- **EXERCISE DESCRIPTION**: A picture-free, exact transcript of the entries below is required.

- **Excerpts from a dataset**:
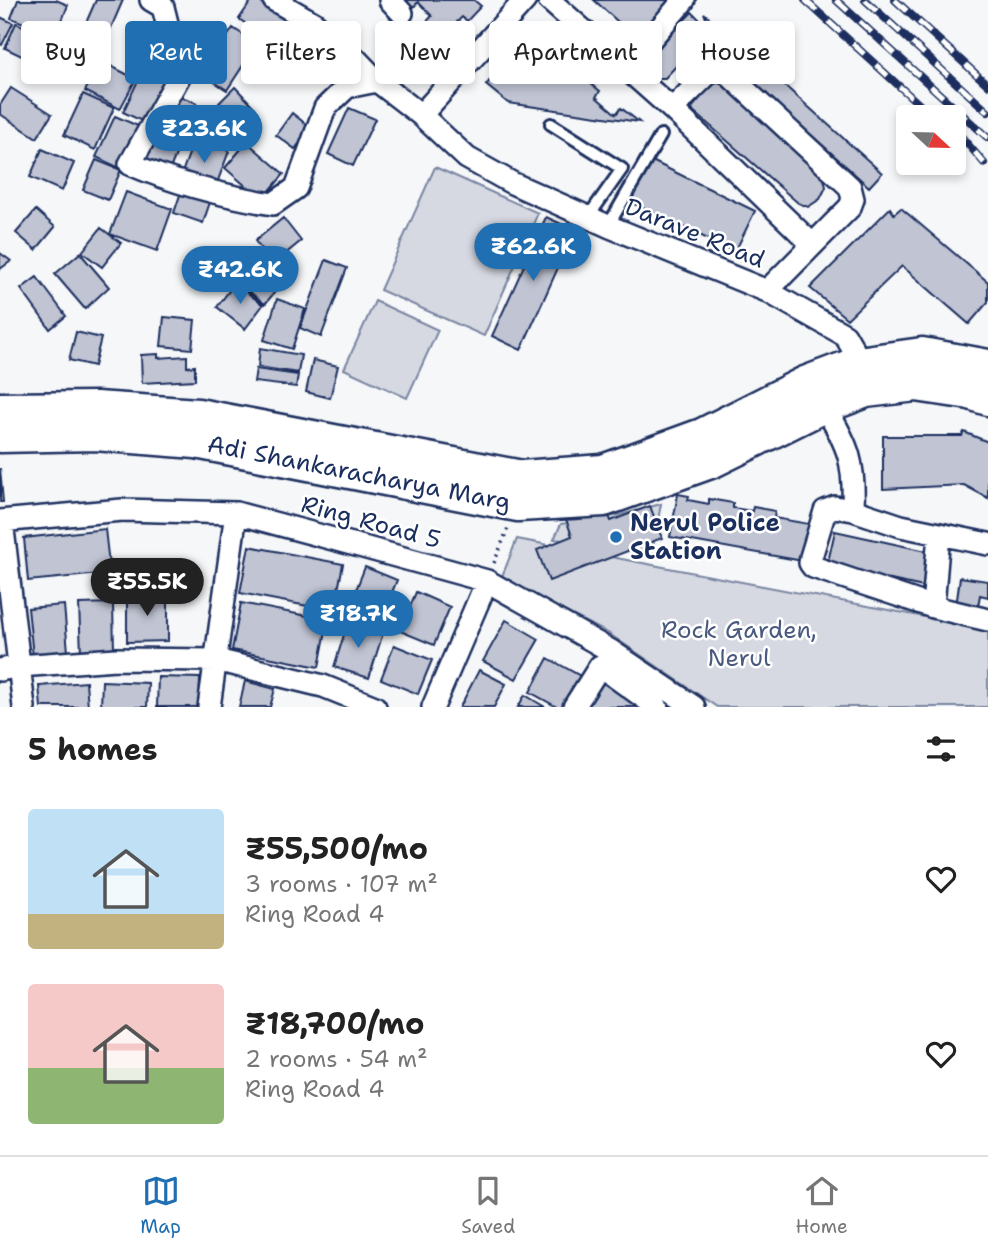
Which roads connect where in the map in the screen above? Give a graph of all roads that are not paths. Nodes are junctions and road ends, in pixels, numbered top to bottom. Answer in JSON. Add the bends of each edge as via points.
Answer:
{"nodes":[{"id":1,"x":151,"y":0,"type":"edge"},
{"id":2,"x":274,"y":0,"type":"edge"},
{"id":3,"x":549,"y":0,"type":"edge"},
{"id":4,"x":684,"y":0,"type":"edge"},
{"id":5,"x":512,"y":4,"type":"edge"},
{"id":6,"x":572,"y":21,"type":"edge"},
{"id":7,"x":662,"y":25,"type":"edge"},
{"id":8,"x":375,"y":79,"type":"edge"},
{"id":9,"x":375,"y":81,"type":"edge"},
{"id":10,"x":381,"y":84,"type":"edge"},
{"id":11,"x":643,"y":84,"type":"edge"},
{"id":12,"x":672,"y":109,"type":"junction"},
{"id":13,"x":421,"y":115,"type":"junction"},
{"id":14,"x":551,"y":124,"type":"dead end"},
{"id":15,"x":661,"y":135,"type":"dead end"},
{"id":16,"x":588,"y":217,"type":"junction"},
{"id":17,"x":608,"y":226,"type":"junction"},
{"id":18,"x":812,"y":244,"type":"junction"},
{"id":19,"x":767,"y":291,"type":"junction"},
{"id":20,"x":988,"y":366,"type":"edge"},
{"id":21,"x":862,"y":377,"type":"junction"},
{"id":22,"x":988,"y":399,"type":"edge"},
{"id":23,"x":824,"y":406,"type":"junction"},
{"id":24,"x":0,"y":409,"type":"edge"},
{"id":25,"x":0,"y":436,"type":"edge"},
{"id":26,"x":702,"y":450,"type":"junction"},
{"id":27,"x":520,"y":491,"type":"junction"},
{"id":28,"x":853,"y":510,"type":"junction"},
{"id":29,"x":236,"y":513,"type":"junction"},
{"id":30,"x":1,"y":521,"type":"edge"},
{"id":31,"x":939,"y":534,"type":"junction"},
{"id":32,"x":988,"y":544,"type":"edge"},
{"id":33,"x":487,"y":581,"type":"junction"},
{"id":34,"x":933,"y":607,"type":"junction"},
{"id":35,"x":988,"y":620,"type":"edge"},
{"id":36,"x":606,"y":659,"type":"junction"},
{"id":37,"x":216,"y":660,"type":"junction"},
{"id":38,"x":10,"y":668,"type":"edge"},
{"id":39,"x":24,"y":707,"type":"edge"},
{"id":40,"x":209,"y":707,"type":"edge"},
{"id":41,"x":375,"y":707,"type":"edge"},
{"id":42,"x":433,"y":707,"type":"edge"},
{"id":43,"x":574,"y":707,"type":"edge"},
{"id":44,"x":657,"y":707,"type":"edge"},
{"id":45,"x":694,"y":707,"type":"edge"}],
"edges":[{"from":1,"to":9,"type":"street","via":[[163,7],[180,75],[130,164],[169,181],[273,204],[296,188],[325,108],[347,87]]},
{"from":2,"to":8,"type":"street","name":"Darave Road","via":[[314,23]]},
{"from":3,"to":6,"type":"street"},
{"from":4,"to":7,"type":"street"},
{"from":5,"to":13,"type":"street"},
{"from":10,"to":13,"type":"street","name":"Darave Road"},
{"from":11,"to":12,"type":"street"},
{"from":12,"to":18,"type":"street"},
{"from":12,"to":18,"type":"street","via":[[719,68],[849,187],[850,207]]},
{"from":13,"to":16,"type":"street","name":"Darave Road","via":[[467,158]]},
{"from":14,"to":16,"type":"lane","via":[[622,169]]},
{"from":15,"to":17,"type":"lane"},
{"from":16,"to":17,"type":"street","name":"Darave Road"},
{"from":17,"to":19,"type":"street","name":"Darave Road"},
{"from":18,"to":19,"type":"street"},
{"from":19,"to":21,"type":"street","name":"Darave Road","via":[[845,335]]},
{"from":20,"to":21,"type":"main road","name":"Adi Shankaracharya Marg","via":[[922,354]]},
{"from":21,"to":22,"type":"main road","name":"Adi Shankaracharya Marg"},
{"from":21,"to":23,"type":"main road","name":"Adi Shankaracharya Marg"},
{"from":21,"to":26,"type":"main road","name":"Adi Shankaracharya Marg","via":[[805,383]]},
{"from":23,"to":26,"type":"main road","name":"Adi Shankaracharya Marg"},
{"from":23,"to":28,"type":"street","via":[[850,455]]},
{"from":24,"to":27,"type":"main road","name":"Adi Shankaracharya Marg","via":[[96,408],[198,415]]},
{"from":25,"to":27,"type":"main road","name":"Adi Shankaracharya Marg","via":[[95,434],[196,442]]},
{"from":26,"to":27,"type":"main road","name":"Adi Shankaracharya Marg"},
{"from":28,"to":31,"type":"street"},
{"from":28,"to":34,"type":"street","via":[[835,507],[825,511],[810,563]]},
{"from":29,"to":30,"type":"street","name":"Ring Road 5","via":[[122,510]]},
{"from":29,"to":33,"type":"street","name":"Ring Road 5"},
{"from":29,"to":37,"type":"street"},
{"from":30,"to":38,"type":"street"},
{"from":31,"to":32,"type":"street"},
{"from":31,"to":34,"type":"street"},
{"from":33,"to":36,"type":"street","name":"Ring Road 5"},
{"from":33,"to":42,"type":"street"},
{"from":34,"to":35,"type":"street"},
{"from":36,"to":43,"type":"street"},
{"from":36,"to":44,"type":"street"},
{"from":36,"to":45,"type":"street","name":"Ring Road 5"},
{"from":37,"to":38,"type":"street","via":[[116,659]]},
{"from":37,"to":40,"type":"street"},
{"from":37,"to":41,"type":"street","via":[[323,686]]},
{"from":38,"to":39,"type":"street"}]}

- **ANSWER TO THE PROBLEM**:
Which roads connect where in the map in the screen above? Give a graph of all roads that are not paths. Nodes are junctions and road ends, in pixels, numbered top to bottom. Answer in JSON. Add the bends of each edge as via points.
Answer:
{"nodes":[{"id":1,"x":151,"y":0,"type":"edge"},
{"id":2,"x":274,"y":0,"type":"edge"},
{"id":3,"x":549,"y":0,"type":"edge"},
{"id":4,"x":684,"y":0,"type":"edge"},
{"id":5,"x":512,"y":4,"type":"edge"},
{"id":6,"x":572,"y":21,"type":"edge"},
{"id":7,"x":662,"y":25,"type":"edge"},
{"id":8,"x":375,"y":79,"type":"edge"},
{"id":9,"x":375,"y":81,"type":"edge"},
{"id":10,"x":381,"y":84,"type":"edge"},
{"id":11,"x":643,"y":84,"type":"edge"},
{"id":12,"x":672,"y":109,"type":"junction"},
{"id":13,"x":421,"y":115,"type":"junction"},
{"id":14,"x":551,"y":124,"type":"dead end"},
{"id":15,"x":661,"y":135,"type":"dead end"},
{"id":16,"x":588,"y":217,"type":"junction"},
{"id":17,"x":608,"y":226,"type":"junction"},
{"id":18,"x":812,"y":244,"type":"junction"},
{"id":19,"x":767,"y":291,"type":"junction"},
{"id":20,"x":988,"y":366,"type":"edge"},
{"id":21,"x":862,"y":377,"type":"junction"},
{"id":22,"x":988,"y":399,"type":"edge"},
{"id":23,"x":824,"y":406,"type":"junction"},
{"id":24,"x":0,"y":409,"type":"edge"},
{"id":25,"x":0,"y":436,"type":"edge"},
{"id":26,"x":702,"y":450,"type":"junction"},
{"id":27,"x":520,"y":491,"type":"junction"},
{"id":28,"x":853,"y":510,"type":"junction"},
{"id":29,"x":236,"y":513,"type":"junction"},
{"id":30,"x":1,"y":521,"type":"edge"},
{"id":31,"x":939,"y":534,"type":"junction"},
{"id":32,"x":988,"y":544,"type":"edge"},
{"id":33,"x":487,"y":581,"type":"junction"},
{"id":34,"x":933,"y":607,"type":"junction"},
{"id":35,"x":988,"y":620,"type":"edge"},
{"id":36,"x":606,"y":659,"type":"junction"},
{"id":37,"x":216,"y":660,"type":"junction"},
{"id":38,"x":10,"y":668,"type":"edge"},
{"id":39,"x":24,"y":707,"type":"edge"},
{"id":40,"x":209,"y":707,"type":"edge"},
{"id":41,"x":375,"y":707,"type":"edge"},
{"id":42,"x":433,"y":707,"type":"edge"},
{"id":43,"x":574,"y":707,"type":"edge"},
{"id":44,"x":657,"y":707,"type":"edge"},
{"id":45,"x":694,"y":707,"type":"edge"}],
"edges":[{"from":1,"to":9,"type":"street","via":[[163,7],[180,75],[130,164],[169,181],[273,204],[296,188],[325,108],[347,87]]},
{"from":2,"to":8,"type":"street","name":"Darave Road","via":[[314,23]]},
{"from":3,"to":6,"type":"street"},
{"from":4,"to":7,"type":"street"},
{"from":5,"to":13,"type":"street"},
{"from":10,"to":13,"type":"street","name":"Darave Road"},
{"from":11,"to":12,"type":"street"},
{"from":12,"to":18,"type":"street"},
{"from":12,"to":18,"type":"street","via":[[719,68],[849,187],[850,207]]},
{"from":13,"to":16,"type":"street","name":"Darave Road","via":[[467,158]]},
{"from":14,"to":16,"type":"lane","via":[[622,169]]},
{"from":15,"to":17,"type":"lane"},
{"from":16,"to":17,"type":"street","name":"Darave Road"},
{"from":17,"to":19,"type":"street","name":"Darave Road"},
{"from":18,"to":19,"type":"street"},
{"from":19,"to":21,"type":"street","name":"Darave Road","via":[[845,335]]},
{"from":20,"to":21,"type":"main road","name":"Adi Shankaracharya Marg","via":[[922,354]]},
{"from":21,"to":22,"type":"main road","name":"Adi Shankaracharya Marg"},
{"from":21,"to":23,"type":"main road","name":"Adi Shankaracharya Marg"},
{"from":21,"to":26,"type":"main road","name":"Adi Shankaracharya Marg","via":[[805,383]]},
{"from":23,"to":26,"type":"main road","name":"Adi Shankaracharya Marg"},
{"from":23,"to":28,"type":"street","via":[[850,455]]},
{"from":24,"to":27,"type":"main road","name":"Adi Shankaracharya Marg","via":[[96,408],[198,415]]},
{"from":25,"to":27,"type":"main road","name":"Adi Shankaracharya Marg","via":[[95,434],[196,442]]},
{"from":26,"to":27,"type":"main road","name":"Adi Shankaracharya Marg"},
{"from":28,"to":31,"type":"street"},
{"from":28,"to":34,"type":"street","via":[[835,507],[825,511],[810,563]]},
{"from":29,"to":30,"type":"street","name":"Ring Road 5","via":[[122,510]]},
{"from":29,"to":33,"type":"street","name":"Ring Road 5"},
{"from":29,"to":37,"type":"street"},
{"from":30,"to":38,"type":"street"},
{"from":31,"to":32,"type":"street"},
{"from":31,"to":34,"type":"street"},
{"from":33,"to":36,"type":"street","name":"Ring Road 5"},
{"from":33,"to":42,"type":"street"},
{"from":34,"to":35,"type":"street"},
{"from":36,"to":43,"type":"street"},
{"from":36,"to":44,"type":"street"},
{"from":36,"to":45,"type":"street","name":"Ring Road 5"},
{"from":37,"to":38,"type":"street","via":[[116,659]]},
{"from":37,"to":40,"type":"street"},
{"from":37,"to":41,"type":"street","via":[[323,686]]},
{"from":38,"to":39,"type":"street"}]}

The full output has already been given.